He slid his hand up to her elbow and gently pulled her closer. “It was our first kiss. I stopped you from leaving and pulled you close – just. like. this.”
Their bodies were only a hairsbreadth away, both being pushed together by the memories of the past and the energy that one momentary thing had created between them. Veronica had always been in his heart and now she was in his arms; he realized that this was a turning point for them- or for at least him.
“It’s beginning to come back to me,” Veronica said breathily, her lips only inches from his, eyes glittering with recognition.
The whisper of her breath against his skin and the pounding in his chest, which had only gotten louder since he stepped on the balcony, were the only things Logan registered.
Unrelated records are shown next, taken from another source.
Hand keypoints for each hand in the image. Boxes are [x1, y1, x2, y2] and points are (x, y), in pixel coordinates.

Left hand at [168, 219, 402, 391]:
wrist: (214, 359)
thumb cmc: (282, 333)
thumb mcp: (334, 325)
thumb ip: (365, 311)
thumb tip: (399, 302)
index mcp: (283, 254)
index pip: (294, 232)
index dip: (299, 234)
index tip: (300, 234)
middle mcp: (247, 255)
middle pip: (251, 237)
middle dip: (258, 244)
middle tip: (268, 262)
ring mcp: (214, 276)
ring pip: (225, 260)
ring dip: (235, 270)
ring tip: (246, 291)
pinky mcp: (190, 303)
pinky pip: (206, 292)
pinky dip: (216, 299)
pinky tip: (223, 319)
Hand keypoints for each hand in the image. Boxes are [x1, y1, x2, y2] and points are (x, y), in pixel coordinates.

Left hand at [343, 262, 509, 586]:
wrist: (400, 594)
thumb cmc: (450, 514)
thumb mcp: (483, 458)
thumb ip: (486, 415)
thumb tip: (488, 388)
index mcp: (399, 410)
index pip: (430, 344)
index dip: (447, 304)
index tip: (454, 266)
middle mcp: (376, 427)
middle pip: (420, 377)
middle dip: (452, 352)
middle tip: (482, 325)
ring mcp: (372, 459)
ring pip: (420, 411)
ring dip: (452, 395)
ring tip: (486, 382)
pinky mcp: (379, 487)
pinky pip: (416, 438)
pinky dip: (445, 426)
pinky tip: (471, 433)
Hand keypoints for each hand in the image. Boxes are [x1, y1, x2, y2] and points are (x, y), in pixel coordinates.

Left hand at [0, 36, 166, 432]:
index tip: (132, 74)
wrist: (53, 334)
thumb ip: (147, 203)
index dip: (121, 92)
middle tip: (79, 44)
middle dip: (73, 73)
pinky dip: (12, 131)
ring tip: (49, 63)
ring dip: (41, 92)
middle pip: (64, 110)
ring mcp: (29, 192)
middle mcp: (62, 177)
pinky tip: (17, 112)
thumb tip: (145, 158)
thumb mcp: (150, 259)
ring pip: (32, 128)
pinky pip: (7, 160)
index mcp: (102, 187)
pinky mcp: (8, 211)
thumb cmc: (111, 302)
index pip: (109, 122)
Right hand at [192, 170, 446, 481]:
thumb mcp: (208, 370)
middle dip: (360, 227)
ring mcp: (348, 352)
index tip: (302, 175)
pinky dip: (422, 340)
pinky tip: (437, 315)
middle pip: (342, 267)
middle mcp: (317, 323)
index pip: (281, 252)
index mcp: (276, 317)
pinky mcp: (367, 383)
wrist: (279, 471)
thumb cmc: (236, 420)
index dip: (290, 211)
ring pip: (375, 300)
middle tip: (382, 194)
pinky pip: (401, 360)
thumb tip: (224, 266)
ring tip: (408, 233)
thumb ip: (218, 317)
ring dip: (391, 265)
It was a stimulation of the senses, a whitewash of noise, drowning out anything screaming at him to stop, to not take that next step.
The moment was too meaningful, their connection too strong; Logan found himself helpless to resist the temptation. He pulled her even tighter, wishing he could merge them, make them one so that he wouldn’t have to make the choice waiting in his future – the choice littered by his past and torn apart with the present.
She still smelled the same, the fragrance from her hair filling his nose. All he needed was to be able to taste her and he’d have the complete sensual experience. Oh, how he longed to devour those soft lips he’d dreamt about night after night.
Logan slid a hand up to her face and ran the pad of his thumb along her bottom lip, parting her mouth ever so slightly. To hell with everything else, this moment of insanity would be his, finally giving into temptation. He tipped his head down -
It was a sign. He wasn’t sure if he was incredibly relieved or terribly disappointed when his cell phone rang, effectively putting to rest any adulterous intentions on his part. Logan sighed in resignation looking at the caller ID. Sarah. He closed his eyes and let the guilt wash over him. When he opened them again, Veronica was gone.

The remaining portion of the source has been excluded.